Painted in 2009, Janusband is a striking example of Daniel Richter’s vibrant, enigmatic figurative compositions. In his signature psychedelic colour palette, the artist presents two musicians standing in a monochrome landscape. One, in hot pink, strums an electric guitar, whilst the other is a lurid green, staring directly out of the picture plane. Behind them is a black-and-white mountain range. Its undulating forms melt into a liquid pool at the centre of the composition, which reflects the two figures. Frozen as if caught on a surveillance camera, the musicians are depicted in the colours of X-ray or infrared vision, their glowing forms strange and otherworldly. Meanwhile, the composition evokes a myriad of contexts: a concert arena; a craggy wilderness; even, as the army-green figure brandishes what could be either instrument or weapon, a military battleground. Theatrical and atmospheric, Janusband is a magnificent example of the thrilling narrative tension that has come to define Richter’s art.

Janusband harks back to a moment in Richter’s early career, during which he designed posters and record sleeves for German punk bands. The work’s depiction of two musicians reflects not only the radical punk aesthetic that continues to pervade his work, but also his ability to translate the subjective, experiential quality of music into his canvases. ‘Painting is like music—precise and yet unclear’, Richter has said. ‘The quality of an image isn’t something you can translate into language. If you could do such a thing, then you wouldn’t need an image in the first place’ (D. Richter, quoted in L. Beisswanger, ‘Join the Joyride—Painting and Music in the Works of Daniel Richter’, Schirn Mag, 20 October 2015). Richter owns his own record label, is an avid record collector, and is reported to blast music whilst practicing in his studio.

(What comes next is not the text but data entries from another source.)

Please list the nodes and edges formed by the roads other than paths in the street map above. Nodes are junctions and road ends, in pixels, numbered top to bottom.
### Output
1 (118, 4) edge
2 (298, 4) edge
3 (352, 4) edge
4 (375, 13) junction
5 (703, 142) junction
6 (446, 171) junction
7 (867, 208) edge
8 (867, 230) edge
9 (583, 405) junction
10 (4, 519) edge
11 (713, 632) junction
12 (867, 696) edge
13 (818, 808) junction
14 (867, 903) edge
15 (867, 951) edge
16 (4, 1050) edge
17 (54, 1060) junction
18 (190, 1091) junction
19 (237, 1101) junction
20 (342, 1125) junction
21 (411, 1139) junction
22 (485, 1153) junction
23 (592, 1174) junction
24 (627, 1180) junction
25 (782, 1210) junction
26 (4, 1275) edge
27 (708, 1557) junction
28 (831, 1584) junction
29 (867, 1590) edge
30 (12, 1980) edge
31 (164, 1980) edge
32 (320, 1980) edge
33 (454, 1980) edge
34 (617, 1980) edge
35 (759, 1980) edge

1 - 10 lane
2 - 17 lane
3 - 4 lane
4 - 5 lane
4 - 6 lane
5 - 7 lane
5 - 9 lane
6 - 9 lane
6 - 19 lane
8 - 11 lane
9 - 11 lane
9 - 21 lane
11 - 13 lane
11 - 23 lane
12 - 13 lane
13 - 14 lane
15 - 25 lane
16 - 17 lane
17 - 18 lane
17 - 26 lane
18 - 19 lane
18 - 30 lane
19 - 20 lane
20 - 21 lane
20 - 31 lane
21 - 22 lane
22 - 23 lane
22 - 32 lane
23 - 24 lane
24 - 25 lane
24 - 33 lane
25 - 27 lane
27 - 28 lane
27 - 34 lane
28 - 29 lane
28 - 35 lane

These influences are almost audible in Janusband, its surface thrumming with sonic anticipation.

Richter also draws on art-historical precedent, and is especially influenced by scenes of magic and mythology. The present work’s title refers to the ancient Roman deity Janus: the god of portals, duality and transitions, typically depicted with two heads facing in opposing directions. This doubleness is embodied in the work’s two complementary figures and the paired reflection beneath them. The bright pink figure even appears to mimic the bust of Janus, playfully recalling his distinct bearded profile.

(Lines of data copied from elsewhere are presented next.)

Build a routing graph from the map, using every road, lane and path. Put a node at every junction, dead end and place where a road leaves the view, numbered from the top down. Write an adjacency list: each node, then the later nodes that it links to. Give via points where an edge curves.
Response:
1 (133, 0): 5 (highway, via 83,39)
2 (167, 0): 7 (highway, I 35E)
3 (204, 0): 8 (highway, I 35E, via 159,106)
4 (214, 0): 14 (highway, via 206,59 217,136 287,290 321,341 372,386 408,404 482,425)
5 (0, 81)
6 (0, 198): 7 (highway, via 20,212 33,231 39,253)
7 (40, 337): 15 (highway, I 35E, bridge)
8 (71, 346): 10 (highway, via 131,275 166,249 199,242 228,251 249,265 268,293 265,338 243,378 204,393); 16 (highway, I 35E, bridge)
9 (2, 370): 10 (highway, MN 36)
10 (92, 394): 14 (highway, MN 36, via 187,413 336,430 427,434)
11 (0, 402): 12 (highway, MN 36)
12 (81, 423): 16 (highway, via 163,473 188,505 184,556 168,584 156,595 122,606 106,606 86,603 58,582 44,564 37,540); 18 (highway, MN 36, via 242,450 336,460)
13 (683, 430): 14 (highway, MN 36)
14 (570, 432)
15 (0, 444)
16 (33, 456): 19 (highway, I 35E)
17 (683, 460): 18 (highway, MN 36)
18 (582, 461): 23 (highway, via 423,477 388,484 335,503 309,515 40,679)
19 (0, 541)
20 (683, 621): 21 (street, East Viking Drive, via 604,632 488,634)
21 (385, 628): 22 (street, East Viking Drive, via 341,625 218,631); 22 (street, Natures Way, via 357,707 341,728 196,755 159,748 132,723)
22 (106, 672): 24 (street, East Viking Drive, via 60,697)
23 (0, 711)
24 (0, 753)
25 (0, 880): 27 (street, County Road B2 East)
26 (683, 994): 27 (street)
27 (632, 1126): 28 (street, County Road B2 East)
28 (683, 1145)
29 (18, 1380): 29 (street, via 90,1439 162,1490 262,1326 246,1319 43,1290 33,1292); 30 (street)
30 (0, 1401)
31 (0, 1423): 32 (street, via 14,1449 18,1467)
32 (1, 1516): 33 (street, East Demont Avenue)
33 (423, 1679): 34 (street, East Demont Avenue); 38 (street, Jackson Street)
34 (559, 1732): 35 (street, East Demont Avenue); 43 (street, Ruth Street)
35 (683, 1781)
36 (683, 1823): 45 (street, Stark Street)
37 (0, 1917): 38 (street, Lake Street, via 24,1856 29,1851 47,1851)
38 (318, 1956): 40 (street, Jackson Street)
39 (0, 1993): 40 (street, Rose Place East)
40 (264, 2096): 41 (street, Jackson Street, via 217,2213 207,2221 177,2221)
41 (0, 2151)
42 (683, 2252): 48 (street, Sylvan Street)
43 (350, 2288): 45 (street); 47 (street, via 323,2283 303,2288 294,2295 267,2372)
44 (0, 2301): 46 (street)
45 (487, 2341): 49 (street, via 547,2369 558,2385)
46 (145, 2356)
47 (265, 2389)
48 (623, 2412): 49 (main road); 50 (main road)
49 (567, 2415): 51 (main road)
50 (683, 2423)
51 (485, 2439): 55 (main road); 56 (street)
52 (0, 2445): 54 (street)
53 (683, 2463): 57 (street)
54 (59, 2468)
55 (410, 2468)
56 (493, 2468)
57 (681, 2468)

A student of Werner Büttner from 1992 to 1996, and later a studio assistant to Albert Oehlen, Richter was an heir to the spirit of the 1980s Junge Wilde. Along with his contemporaries, all of whom rose to prominence in the years following the rise of international Neo-Expressionism, Richter rallied for a subversive overhaul of aesthetic convention in favour of so-called ‘bad painting’. While many of these artists channelled an increasingly abstract approach, however, Richter’s oeuvre evolved in the opposite direction, and around the turn of the millennium he abandoned his gestural forms for a more figurative idiom. Captivated by paint’s inherent capacity for storytelling, Richter is inspired by the legacy of Symbolists such as James Ensor and Edvard Munch. Their use of intense, hypnotic colour informs his own heightened palette, which echoes the eerie light of thermal imaging, radioactivity and surveillance technologies. Richter has also drawn inspiration from artists working today: the eerie figures in the present work invite close comparison with the illusory, spectral canvases of Peter Doig. Bearing all the hallmarks of his mature practice, Janusbund demonstrates Richter’s unique contribution to contemporary figuration.